-from Kristen Kubisiak, Catholic Herald staff
For Bernard “BJ” Bythell, there is nothing inherently special about March 1. It’s not a holiday, a birthday, or any other festive occasion. All the same, on March 1 he discovered a large, yellow greeting card-sized envelope in his mailbox.Settled into a recliner in his apartment at Milwaukee Catholic Home, a continuing care retirement community, he held up
the card as if it was evidence. “This is what I am talking about,” he said.
Bythell has experienced a lot in his life. He was married for 68 years (his wife Kathryn died in 2014) and he is a father, grandfather and great-grandfather– multiple times over; he served the country as a World War II Army veteran; and he spent decades working as a buyer for grocery and hardware stores.
But this January, something happened that he couldn’t explain. Intermingled with the perfunctory bills and glossy advertisements he had come to expect in his daily mail were brightly colored envelopes. The first one showed up on January 5, and they haven’t stopped coming since.
“Birthday cards,” Bythell said. At first he thought it might be a joke; his birthday isn’t until April 13.
But the baffling phenomenon showed no sign of slowing, and, in fact, has gone digital.
“I started getting emails, Facebook messages, phone calls,” he said.
Bythell began to suspect this was a coordinated effort. But he had no idea how or why. Then someone let the cat out of the bag.
“Last fall, I was just working on my calendar for 2019 and I realized Dad’s 99th birthday was coming up,” said Barbara Bythell, BJ’s fourth and youngest daughter. “I was trying to think of a special way to honor him then it just kind of came to me.”
Barbara ran the idea by her siblings, Jean, Carol, Diane and Bob. Then she reached out to other family members and friends, Catholic Home employees, neighbors – anyone she could think of who knew her father and had been touched by his life in some way – and asked them if they would like to send him a message on one of the 99 days leading up to his 99th birthday. The response was overwhelming.

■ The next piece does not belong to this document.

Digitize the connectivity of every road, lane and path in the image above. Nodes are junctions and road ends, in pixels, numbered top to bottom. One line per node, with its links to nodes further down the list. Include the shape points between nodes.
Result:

“It’s a little embarrassing,” BJ Bythell said, but he noted he enjoys reading the cards. A couple in particular make his eyes light up.

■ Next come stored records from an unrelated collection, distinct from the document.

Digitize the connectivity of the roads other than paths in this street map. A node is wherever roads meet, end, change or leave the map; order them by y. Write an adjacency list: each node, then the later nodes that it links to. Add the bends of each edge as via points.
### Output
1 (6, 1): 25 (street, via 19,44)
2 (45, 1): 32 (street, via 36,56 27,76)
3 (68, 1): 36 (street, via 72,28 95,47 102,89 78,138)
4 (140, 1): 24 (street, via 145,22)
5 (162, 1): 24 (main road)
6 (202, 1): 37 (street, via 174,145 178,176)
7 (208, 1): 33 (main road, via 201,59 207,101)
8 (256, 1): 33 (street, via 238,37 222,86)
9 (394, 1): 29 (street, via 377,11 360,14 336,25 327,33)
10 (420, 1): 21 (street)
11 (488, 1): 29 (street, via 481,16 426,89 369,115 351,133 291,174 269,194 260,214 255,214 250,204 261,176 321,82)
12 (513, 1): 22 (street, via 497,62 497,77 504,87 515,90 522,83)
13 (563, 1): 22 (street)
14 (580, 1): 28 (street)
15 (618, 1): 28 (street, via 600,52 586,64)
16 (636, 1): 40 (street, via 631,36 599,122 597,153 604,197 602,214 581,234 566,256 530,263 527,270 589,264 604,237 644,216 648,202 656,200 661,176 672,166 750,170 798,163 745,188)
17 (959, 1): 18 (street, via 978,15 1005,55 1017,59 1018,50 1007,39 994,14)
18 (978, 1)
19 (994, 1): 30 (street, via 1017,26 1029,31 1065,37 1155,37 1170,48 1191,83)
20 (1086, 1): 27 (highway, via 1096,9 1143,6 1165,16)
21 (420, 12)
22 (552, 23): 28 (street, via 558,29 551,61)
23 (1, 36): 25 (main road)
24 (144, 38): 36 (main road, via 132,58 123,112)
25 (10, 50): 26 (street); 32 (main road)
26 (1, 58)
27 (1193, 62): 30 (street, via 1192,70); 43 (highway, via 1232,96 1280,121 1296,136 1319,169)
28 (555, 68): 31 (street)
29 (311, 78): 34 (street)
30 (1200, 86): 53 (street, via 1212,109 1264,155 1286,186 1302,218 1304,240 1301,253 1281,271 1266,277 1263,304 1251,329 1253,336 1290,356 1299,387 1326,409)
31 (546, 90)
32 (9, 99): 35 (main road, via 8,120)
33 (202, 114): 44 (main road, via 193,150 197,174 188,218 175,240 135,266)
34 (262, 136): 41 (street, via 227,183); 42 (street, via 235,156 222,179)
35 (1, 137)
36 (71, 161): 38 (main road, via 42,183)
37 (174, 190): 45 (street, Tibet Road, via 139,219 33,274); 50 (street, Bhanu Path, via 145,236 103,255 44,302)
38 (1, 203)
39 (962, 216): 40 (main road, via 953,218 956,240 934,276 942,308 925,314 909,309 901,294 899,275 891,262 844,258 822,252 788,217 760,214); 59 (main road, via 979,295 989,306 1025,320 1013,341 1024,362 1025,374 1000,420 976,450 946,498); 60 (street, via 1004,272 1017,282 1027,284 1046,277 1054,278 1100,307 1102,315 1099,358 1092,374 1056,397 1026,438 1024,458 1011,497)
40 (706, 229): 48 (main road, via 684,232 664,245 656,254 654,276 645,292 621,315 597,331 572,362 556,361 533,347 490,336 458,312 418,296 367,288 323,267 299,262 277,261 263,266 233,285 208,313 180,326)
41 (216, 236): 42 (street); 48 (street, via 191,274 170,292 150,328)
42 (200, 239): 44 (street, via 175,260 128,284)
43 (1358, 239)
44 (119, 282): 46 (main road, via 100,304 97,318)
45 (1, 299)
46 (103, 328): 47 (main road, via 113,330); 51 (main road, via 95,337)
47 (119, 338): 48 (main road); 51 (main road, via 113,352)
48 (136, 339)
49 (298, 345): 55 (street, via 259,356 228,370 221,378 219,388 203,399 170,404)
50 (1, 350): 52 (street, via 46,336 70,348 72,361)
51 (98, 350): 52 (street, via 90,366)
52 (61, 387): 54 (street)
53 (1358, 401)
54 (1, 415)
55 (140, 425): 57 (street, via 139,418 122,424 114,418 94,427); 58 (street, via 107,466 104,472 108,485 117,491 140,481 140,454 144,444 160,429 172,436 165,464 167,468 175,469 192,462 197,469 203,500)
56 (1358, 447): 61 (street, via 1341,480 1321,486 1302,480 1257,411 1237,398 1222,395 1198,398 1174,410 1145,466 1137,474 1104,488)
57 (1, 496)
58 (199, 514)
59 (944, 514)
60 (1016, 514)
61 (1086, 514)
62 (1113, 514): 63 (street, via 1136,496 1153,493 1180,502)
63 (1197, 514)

“I really like this one,” he said. The card he identifies-which has a bottle of liquor and a glass containing what appears to be a cocktail – is one of more than a dozen displayed on his walls, along with framed photos of family and friends. “It says, “Like a fine Scotch, you get better with age.”
Another favorite is a musical popup card with a 3D dog in the middle. On his Facebook page, he has a video of two of his great-grandchildren who live in Illinois, Lulu and Freddie, sitting at a table singing happy birthday. All of his children live out of state, with the exception of Barbara, who resides in Riverwest – so many of his cards have postmarks from locations across the country. The card that traveled the farthest distance to reach him – so far –was from Seattle. The nearest traveling card came from his next-door neighbor.
“It’s been a great couple of months,” BJ said, though he maintains he’s not worth all the fuss.
Barbara hinted a few more surprises may be on the horizon for her father. In the meantime, what she has dubbed, “The 99 Days of BJ” is in full-effect.
On behalf of the Catholic Herald, happy birthday BJ.